(Dataset records)
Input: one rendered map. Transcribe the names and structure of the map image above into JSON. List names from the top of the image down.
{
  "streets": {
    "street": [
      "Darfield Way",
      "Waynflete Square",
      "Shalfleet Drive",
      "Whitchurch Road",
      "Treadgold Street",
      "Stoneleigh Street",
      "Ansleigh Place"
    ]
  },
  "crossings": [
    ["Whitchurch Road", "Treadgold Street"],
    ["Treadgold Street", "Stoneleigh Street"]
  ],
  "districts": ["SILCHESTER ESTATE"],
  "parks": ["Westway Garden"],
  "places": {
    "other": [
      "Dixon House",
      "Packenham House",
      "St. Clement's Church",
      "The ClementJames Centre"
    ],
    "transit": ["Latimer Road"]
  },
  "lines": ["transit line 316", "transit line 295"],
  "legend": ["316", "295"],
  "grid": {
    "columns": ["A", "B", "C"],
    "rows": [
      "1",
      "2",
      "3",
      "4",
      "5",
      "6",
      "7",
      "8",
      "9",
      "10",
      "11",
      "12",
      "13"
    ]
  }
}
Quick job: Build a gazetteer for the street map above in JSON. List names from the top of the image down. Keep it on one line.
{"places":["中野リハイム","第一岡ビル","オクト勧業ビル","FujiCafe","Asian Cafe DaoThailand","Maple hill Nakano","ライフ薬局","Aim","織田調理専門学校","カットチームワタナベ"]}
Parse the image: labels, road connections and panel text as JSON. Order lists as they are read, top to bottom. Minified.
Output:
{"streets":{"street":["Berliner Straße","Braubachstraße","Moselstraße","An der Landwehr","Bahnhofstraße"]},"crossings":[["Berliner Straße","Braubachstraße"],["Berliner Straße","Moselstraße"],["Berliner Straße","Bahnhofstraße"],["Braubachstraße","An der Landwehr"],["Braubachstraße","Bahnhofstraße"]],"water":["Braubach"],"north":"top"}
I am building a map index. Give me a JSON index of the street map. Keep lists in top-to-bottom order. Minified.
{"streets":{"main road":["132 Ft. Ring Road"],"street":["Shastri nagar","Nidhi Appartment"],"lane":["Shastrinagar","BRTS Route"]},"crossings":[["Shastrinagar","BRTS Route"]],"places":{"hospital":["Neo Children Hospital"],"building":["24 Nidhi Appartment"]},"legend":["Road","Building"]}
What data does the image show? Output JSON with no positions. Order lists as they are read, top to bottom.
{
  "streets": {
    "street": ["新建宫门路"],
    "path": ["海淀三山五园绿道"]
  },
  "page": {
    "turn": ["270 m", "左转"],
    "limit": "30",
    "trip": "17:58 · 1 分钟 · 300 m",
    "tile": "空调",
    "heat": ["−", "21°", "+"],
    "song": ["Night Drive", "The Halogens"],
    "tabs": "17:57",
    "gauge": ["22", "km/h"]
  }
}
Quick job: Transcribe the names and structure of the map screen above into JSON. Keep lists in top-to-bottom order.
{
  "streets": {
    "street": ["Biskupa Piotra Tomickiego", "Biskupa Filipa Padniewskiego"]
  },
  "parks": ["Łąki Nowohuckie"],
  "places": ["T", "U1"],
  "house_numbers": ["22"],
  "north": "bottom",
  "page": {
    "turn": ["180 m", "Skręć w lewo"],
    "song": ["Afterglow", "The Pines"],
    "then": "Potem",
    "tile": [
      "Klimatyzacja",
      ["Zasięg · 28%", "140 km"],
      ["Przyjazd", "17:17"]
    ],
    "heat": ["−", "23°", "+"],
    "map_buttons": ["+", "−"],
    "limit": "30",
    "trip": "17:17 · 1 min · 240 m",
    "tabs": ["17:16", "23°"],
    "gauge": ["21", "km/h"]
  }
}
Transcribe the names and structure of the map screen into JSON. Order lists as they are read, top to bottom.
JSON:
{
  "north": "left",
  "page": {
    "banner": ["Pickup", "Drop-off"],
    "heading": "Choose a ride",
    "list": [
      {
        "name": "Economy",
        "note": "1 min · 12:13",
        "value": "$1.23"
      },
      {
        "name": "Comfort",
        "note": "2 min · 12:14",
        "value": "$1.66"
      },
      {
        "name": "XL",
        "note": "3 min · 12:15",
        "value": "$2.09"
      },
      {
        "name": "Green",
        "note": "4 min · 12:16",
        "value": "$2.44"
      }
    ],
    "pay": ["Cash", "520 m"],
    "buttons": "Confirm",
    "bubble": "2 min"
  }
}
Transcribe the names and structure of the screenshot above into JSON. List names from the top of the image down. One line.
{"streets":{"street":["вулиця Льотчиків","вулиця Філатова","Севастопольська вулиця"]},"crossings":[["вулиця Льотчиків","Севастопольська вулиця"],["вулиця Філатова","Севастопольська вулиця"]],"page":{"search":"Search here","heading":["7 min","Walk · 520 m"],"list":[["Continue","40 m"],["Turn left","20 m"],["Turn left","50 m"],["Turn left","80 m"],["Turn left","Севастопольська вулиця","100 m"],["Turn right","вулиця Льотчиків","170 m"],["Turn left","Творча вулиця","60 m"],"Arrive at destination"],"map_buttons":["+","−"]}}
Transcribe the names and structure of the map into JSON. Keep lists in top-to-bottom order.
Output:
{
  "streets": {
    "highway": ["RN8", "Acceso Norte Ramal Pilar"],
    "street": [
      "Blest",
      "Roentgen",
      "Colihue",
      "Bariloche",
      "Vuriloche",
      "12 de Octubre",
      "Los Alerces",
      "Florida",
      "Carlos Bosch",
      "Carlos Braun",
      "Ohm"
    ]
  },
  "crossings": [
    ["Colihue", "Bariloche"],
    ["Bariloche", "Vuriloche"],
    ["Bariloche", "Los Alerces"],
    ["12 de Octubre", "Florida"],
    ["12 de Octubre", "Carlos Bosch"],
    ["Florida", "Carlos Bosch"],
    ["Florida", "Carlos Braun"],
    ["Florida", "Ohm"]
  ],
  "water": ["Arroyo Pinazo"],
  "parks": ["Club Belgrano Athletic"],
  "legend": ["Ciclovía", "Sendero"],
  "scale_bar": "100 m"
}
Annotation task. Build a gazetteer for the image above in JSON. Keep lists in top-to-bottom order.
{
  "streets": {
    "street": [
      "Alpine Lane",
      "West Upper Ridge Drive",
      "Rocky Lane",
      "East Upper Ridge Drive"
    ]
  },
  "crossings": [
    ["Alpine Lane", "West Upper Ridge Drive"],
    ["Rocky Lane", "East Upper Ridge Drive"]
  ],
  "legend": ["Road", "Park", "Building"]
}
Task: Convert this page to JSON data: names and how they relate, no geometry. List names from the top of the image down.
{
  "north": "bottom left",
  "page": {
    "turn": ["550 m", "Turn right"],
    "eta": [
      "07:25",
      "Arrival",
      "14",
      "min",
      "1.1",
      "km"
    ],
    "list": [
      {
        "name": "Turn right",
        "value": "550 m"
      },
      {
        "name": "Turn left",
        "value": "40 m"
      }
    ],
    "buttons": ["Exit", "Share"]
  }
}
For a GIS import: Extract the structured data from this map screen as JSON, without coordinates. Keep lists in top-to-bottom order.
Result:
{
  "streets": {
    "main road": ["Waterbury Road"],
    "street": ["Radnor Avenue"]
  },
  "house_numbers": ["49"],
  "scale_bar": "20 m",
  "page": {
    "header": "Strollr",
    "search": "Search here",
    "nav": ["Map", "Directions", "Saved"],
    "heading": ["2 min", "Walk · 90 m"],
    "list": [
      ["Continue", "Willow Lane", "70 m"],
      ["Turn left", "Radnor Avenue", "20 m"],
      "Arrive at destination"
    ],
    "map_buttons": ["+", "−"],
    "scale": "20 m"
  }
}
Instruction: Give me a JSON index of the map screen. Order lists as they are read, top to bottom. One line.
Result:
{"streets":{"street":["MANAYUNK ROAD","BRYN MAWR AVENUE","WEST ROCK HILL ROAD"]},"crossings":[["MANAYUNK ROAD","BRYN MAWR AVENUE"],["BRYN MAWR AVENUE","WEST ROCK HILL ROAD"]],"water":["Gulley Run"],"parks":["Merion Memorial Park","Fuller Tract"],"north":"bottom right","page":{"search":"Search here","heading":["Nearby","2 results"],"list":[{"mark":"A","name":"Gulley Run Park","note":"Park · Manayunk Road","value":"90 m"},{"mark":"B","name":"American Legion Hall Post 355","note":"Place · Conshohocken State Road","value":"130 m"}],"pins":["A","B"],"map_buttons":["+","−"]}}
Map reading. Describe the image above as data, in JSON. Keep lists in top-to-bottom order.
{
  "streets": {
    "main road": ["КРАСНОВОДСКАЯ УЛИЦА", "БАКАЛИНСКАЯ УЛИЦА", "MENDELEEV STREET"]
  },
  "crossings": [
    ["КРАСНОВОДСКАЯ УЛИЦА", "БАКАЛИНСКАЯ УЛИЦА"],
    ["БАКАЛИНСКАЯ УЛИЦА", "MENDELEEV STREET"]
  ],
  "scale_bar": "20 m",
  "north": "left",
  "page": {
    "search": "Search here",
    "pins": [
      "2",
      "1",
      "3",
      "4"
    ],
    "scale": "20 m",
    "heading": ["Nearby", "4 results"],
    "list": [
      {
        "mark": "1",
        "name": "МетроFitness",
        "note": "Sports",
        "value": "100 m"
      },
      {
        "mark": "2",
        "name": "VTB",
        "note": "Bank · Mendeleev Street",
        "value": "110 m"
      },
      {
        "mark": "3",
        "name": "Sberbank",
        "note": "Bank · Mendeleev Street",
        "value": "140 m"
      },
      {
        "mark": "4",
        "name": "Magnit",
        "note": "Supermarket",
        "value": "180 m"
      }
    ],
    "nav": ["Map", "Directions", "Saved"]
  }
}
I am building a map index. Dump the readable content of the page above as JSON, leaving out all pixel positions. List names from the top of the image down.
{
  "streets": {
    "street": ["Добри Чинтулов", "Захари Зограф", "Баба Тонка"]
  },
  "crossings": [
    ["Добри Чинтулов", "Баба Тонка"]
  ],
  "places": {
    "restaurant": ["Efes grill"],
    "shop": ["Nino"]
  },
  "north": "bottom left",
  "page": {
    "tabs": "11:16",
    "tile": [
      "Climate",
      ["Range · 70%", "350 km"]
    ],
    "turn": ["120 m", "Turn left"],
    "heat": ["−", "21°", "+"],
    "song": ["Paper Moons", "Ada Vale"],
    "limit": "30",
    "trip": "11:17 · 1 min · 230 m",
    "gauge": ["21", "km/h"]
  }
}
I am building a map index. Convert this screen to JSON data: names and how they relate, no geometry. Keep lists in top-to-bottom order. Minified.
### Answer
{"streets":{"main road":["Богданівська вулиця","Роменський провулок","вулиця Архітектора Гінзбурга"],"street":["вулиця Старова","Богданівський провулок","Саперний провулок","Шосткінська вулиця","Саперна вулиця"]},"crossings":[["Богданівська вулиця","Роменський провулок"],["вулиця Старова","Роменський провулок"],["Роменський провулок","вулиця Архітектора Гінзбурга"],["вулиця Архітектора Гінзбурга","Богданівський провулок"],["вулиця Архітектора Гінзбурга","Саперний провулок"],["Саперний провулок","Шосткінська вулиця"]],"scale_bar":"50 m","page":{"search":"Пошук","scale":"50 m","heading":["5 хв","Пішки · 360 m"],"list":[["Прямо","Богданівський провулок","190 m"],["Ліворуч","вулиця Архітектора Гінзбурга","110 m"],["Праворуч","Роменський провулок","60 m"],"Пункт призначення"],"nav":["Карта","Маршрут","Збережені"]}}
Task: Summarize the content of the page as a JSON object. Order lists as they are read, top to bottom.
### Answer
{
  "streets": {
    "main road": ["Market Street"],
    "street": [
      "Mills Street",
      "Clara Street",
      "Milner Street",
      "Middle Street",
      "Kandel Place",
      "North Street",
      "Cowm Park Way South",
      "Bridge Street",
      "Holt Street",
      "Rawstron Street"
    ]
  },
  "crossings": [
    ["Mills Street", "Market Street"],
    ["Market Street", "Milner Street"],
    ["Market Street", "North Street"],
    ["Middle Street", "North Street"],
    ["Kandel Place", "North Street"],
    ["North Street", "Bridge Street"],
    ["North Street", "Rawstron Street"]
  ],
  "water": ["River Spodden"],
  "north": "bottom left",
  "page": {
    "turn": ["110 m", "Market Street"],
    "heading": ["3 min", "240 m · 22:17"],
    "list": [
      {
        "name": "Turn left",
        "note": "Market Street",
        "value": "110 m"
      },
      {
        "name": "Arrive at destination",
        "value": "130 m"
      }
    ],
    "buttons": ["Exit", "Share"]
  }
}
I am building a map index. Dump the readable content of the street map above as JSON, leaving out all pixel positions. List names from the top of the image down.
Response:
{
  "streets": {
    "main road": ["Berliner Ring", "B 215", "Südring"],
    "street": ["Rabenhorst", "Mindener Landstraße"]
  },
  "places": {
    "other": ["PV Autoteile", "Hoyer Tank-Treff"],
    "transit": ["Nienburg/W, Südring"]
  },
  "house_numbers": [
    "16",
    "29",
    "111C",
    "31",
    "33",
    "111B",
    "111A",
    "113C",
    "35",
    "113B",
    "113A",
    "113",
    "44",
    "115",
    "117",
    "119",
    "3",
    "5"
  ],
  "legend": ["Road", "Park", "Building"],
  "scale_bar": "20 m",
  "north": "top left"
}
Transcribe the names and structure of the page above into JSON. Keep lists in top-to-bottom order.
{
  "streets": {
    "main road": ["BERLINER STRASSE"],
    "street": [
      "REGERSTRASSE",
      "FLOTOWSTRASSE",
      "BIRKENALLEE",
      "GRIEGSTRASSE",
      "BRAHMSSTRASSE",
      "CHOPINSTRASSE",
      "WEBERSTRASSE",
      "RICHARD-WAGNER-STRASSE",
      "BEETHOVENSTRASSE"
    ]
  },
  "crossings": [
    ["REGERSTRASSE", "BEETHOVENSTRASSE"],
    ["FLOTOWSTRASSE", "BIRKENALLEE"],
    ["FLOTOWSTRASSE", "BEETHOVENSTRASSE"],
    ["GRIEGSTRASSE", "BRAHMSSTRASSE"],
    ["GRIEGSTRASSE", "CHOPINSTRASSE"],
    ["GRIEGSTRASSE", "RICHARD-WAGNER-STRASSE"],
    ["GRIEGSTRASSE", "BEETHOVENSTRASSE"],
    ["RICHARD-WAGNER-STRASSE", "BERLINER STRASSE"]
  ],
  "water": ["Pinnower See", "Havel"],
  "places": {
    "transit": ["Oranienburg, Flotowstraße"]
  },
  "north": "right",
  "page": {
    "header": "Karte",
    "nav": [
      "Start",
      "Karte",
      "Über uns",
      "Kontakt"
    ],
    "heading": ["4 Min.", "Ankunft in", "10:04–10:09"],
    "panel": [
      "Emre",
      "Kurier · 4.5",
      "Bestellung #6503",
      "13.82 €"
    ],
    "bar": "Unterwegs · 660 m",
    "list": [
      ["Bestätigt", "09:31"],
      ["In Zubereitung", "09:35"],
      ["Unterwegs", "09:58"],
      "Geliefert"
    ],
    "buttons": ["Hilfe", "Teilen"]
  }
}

## Work to be completed
Copy the lines from the start of the data verbatim, stopping after the line containing "Parse the image: labels, road".

## Answer space
Input: one rendered map. Transcribe the names and structure of the map image above into JSON. List names from the top of the image down.
{
  "streets": {
    "street": [
      "Darfield Way",
      "Waynflete Square",
      "Shalfleet Drive",
      "Whitchurch Road",
      "Treadgold Street",
      "Stoneleigh Street",
      "Ansleigh Place"
    ]
  },
  "crossings": [
    ["Whitchurch Road", "Treadgold Street"],
    ["Treadgold Street", "Stoneleigh Street"]
  ],
  "districts": ["SILCHESTER ESTATE"],
  "parks": ["Westway Garden"],
  "places": {
    "other": [
      "Dixon House",
      "Packenham House",
      "St. Clement's Church",
      "The ClementJames Centre"
    ],
    "transit": ["Latimer Road"]
  },
  "lines": ["transit line 316", "transit line 295"],
  "legend": ["316", "295"],
  "grid": {
    "columns": ["A", "B", "C"],
    "rows": [
      "1",
      "2",
      "3",
      "4",
      "5",
      "6",
      "7",
      "8",
      "9",
      "10",
      "11",
      "12",
      "13"
    ]
  }
}
Quick job: Build a gazetteer for the street map above in JSON. List names from the top of the image down. Keep it on one line.
{"places":["中野リハイム","第一岡ビル","オクト勧業ビル","FujiCafe","Asian Cafe DaoThailand","Maple hill Nakano","ライフ薬局","Aim","織田調理専門学校","カットチームワタナベ"]}
Parse the image: labels, road connections and panel text as JSON. Order lists as they are read, top to bottom. Minified.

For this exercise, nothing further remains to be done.